EN EL CUCHITRIL
En los años 60 vivíamos en Manizales en unos bajos situados en el espinazo de la carrera 23 esquina con calle 28. Debajo de mi casa, en la falda de la 28, aún más enterrado que nosotros, estaba un cuchitril que lo ocuparon sucesivamente reparadores de mil cosas. Uno, especial para mí, fue un típico zapatero remendón. Siempre fue mi amigo y aceptaba de buen modo mis interrupciones.
Yo era un inquieto adolescente, lleno de curiosidad aún por las cosas más simples. Ahora estoy viejo y creo que permanezco vivo porque sigo haciendo preguntas. Perder la curiosidad es comenzar a morir.
Era para mí increíble que el zapatero pudiera hablarme con sus labios sosteniendo los clavitos que bailaban en su boca. De repente sacaba uno sosteniéndolo en dos dedos, y con un martillito, lo clavaba en la suela de un zapato embutido en una horma de hierro patas arriba, sostenida con sus rodillas. Vivía así y llegué a imaginar que necesitaba los clavitos para pensar. Su cuchitril era tan pequeño y oscuro, que hacerlo no era fácil y necesitaba esos agudos pedazos de metal para lograr que la mente se le iluminara. Sus punzadas le despertaban ideas sencillas pero propias. No simplemente repetía, como muchos manizaleños, las opiniones del diario La Patria. No le llegaba el periódico y sólo se miraban en el cuartucho, fuera de sus herramientas, un radio obsoleto y páginas viejas de Cromos, pegadas a las paredes, con fotografías de las candidatas al reinado de la Feria Anual. Tan simplonas que hasta las podía mirar el señor obispo o Luis Londoño.
Le gustaba hablar de fútbol, lucía orgulloso el banderín del Once Caldas puesto en un triste lugar de honor destacado a su espalda. Asistía a los partidos sacrificando buena parte de sus precarios ingresos. Le daba tema para compartir conmigo, con los clavitos que se mecían en su boca. Pienso que yo era el único que aparecía, a algo más que a dejar o recoger un zapato.
Se puso viejo, tembloroso, y cerró su zapatería.

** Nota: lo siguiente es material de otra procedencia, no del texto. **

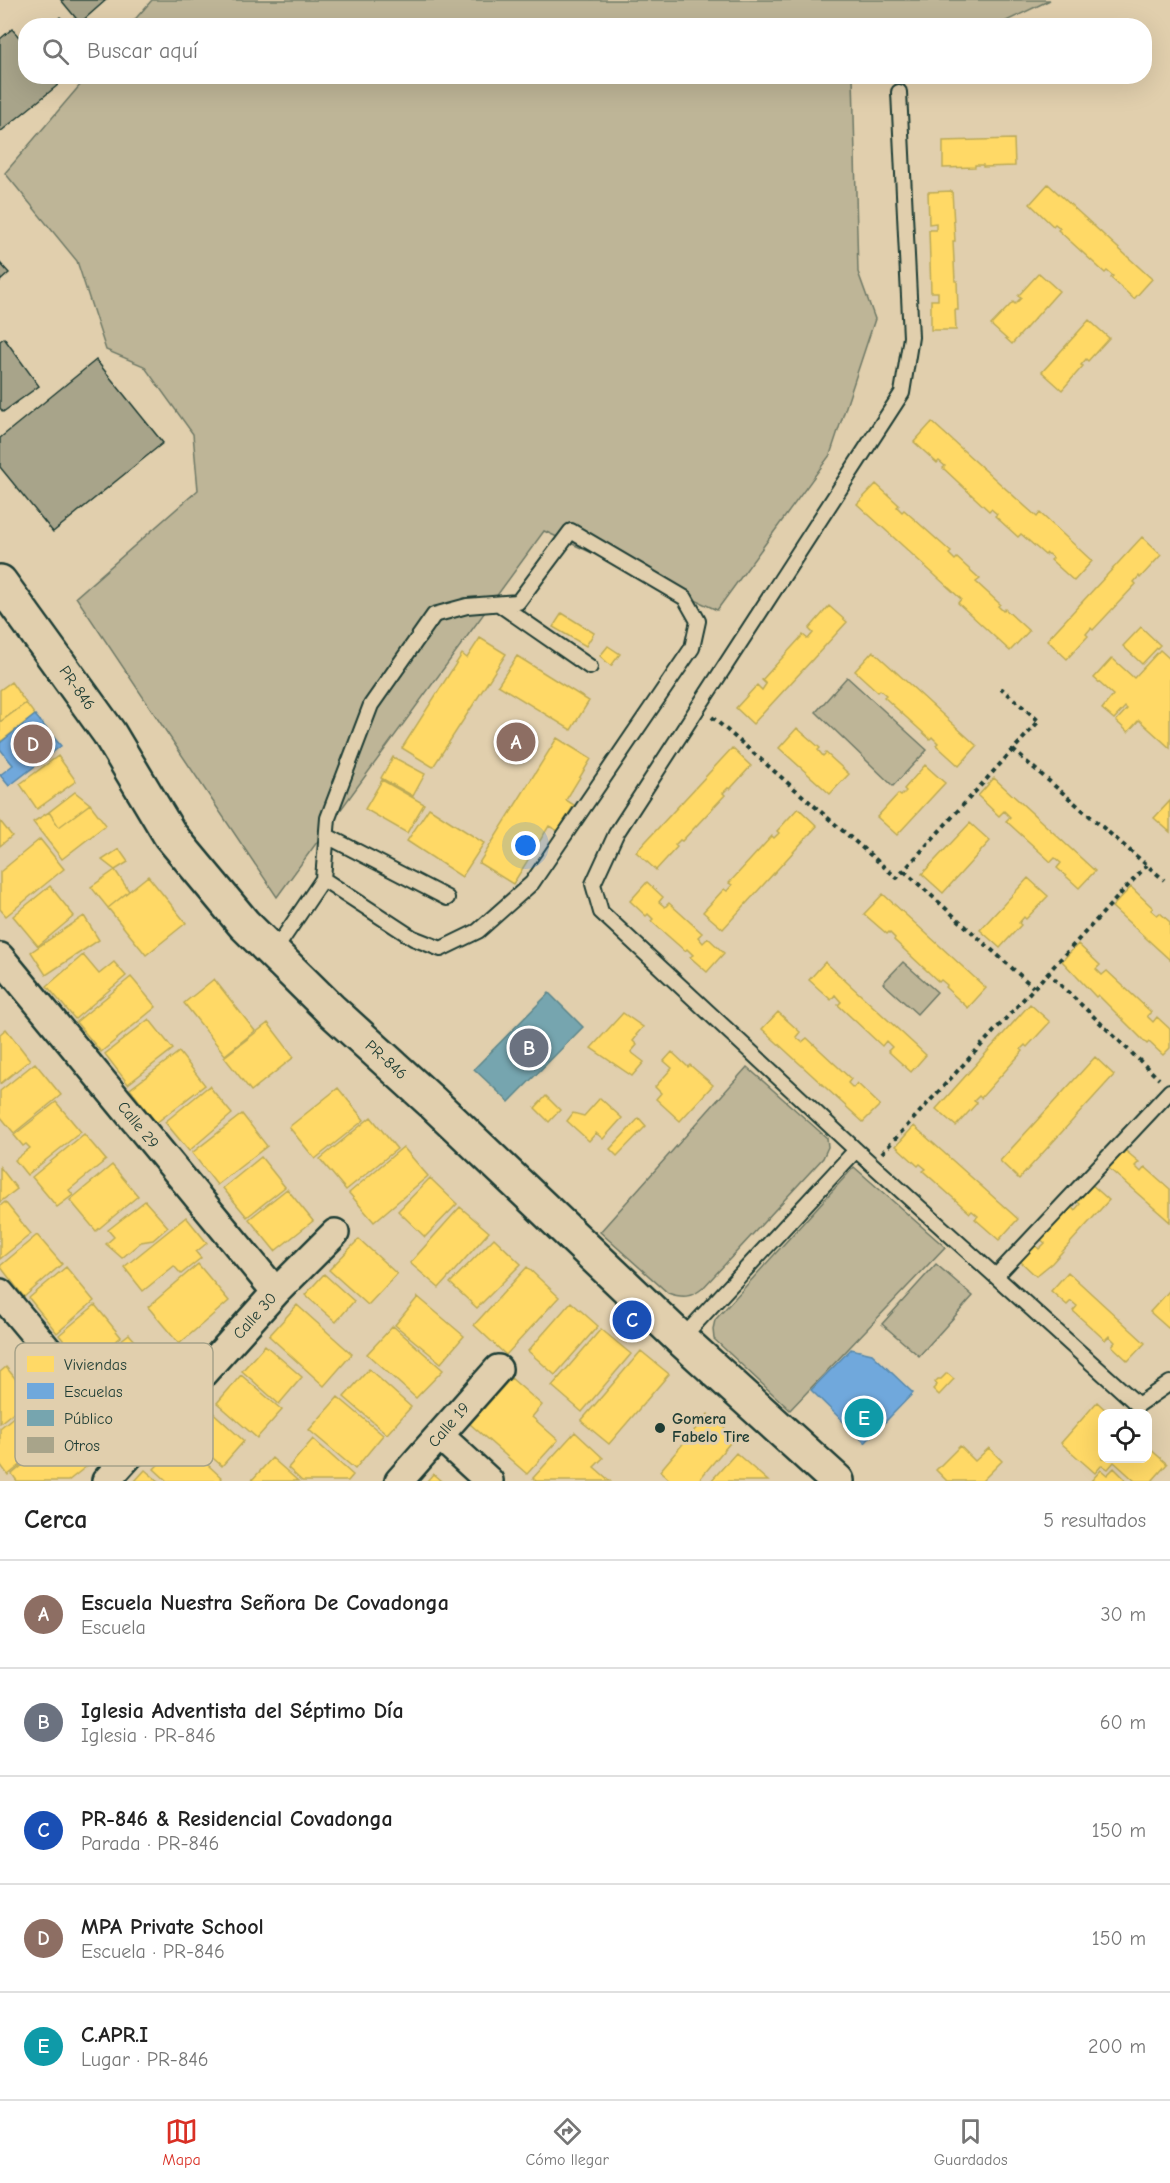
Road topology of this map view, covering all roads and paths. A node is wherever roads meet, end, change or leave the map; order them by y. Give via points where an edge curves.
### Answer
1 (899, 92) dead end
2 (3, 591) edge
3 (499, 604) junction
4 (591, 667) dead end
5 (1001, 688) dead end
6 (700, 707) junction
7 (1013, 750) junction
8 (327, 836) junction
9 (1147, 865) junction
10 (904, 871) junction
11 (323, 879) junction
12 (1164, 880) dead end
13 (447, 898) dead end
14 (273, 952) junction
15 (0, 957) edge
16 (1047, 972) junction
17 (1033, 987) junction
18 (1166, 1087) edge
19 (856, 1150) junction
20 (872, 1164) junction
21 (335, 1233) dead end
22 (996, 1276) junction
23 (276, 1292) junction
24 (0, 1293) edge
25 (681, 1339) junction
26 (42, 1343) edge
27 (213, 1362) edge
28 (498, 1369) dead end
29 (1170, 1383) edge
30 (440, 1437) junction
31 (120, 1466) edge
32 (827, 1478) edge
33 (106, 1481) edge
34 (399, 1481) edge
35 (489, 1481) edge

1 - 6 lane via 911,337 902,393
2 - 14 street, PR-846 / PR-846 via 109,733 170,835 244,924
3 - 4 lane
3 - 8 lane via 467,606 434,615 371,705 328,818
3 - 11 lane via 518,602 571,531 685,598 698,621 692,648 532,883 478,931 441,949 413,938
5 - 7 path via 1039,722
6 - 10 path via 897,878
6 - 19 lane via 616,834 593,884 601,912
7 - 9 path
7 - 10 path
8 - 11 lane
8 - 13 lane
9 - 12 path
9 - 16 path
10 - 17 path
11 - 14 lane
14 - 25 street, PR-846 / PR-846
15 - 23 street, Calle 29
16 - 17 path
16 - 18 path
17 - 20 path
18 - 22 lane
19 - 20 lane
19 - 25 lane
20 - 22 lane
21 - 23 street, Calle 30
22 - 29 lane via 1138,1405
23 - 27 street, Calle 30
24 - 26 street
25 - 32 street, PR-846 / PR-846
28 - 30 street, Calle 19
30 - 34 street, Calle 19
30 - 35 street
31 - 33 street, Calle 30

Llegaban muy pocos clientes. Tenía un terrible dilema entre ahorrar para el arriendo, o asistir al estadio. Se atrasaba en pagar la renta y le llegaba un cobrador escandaloso, peor que un locutor deportivo, hijo de la dueña del edificio, a armarle terribles camorras y a avergonzarlo, dándole sentido a su apodo de “Bomba”.
Bajar al cuchitril se volvió para mí, caminar los peldaños a donde se resistía a morir la dignidad, por estar clavada en la boca de un anciano y a donde vivía la tristeza como un anillo en cualquiera de unos dedos arrugados que hacían posibles los pasos seguros de algunos, mientras los del anciano se acortaban con cada martillazo.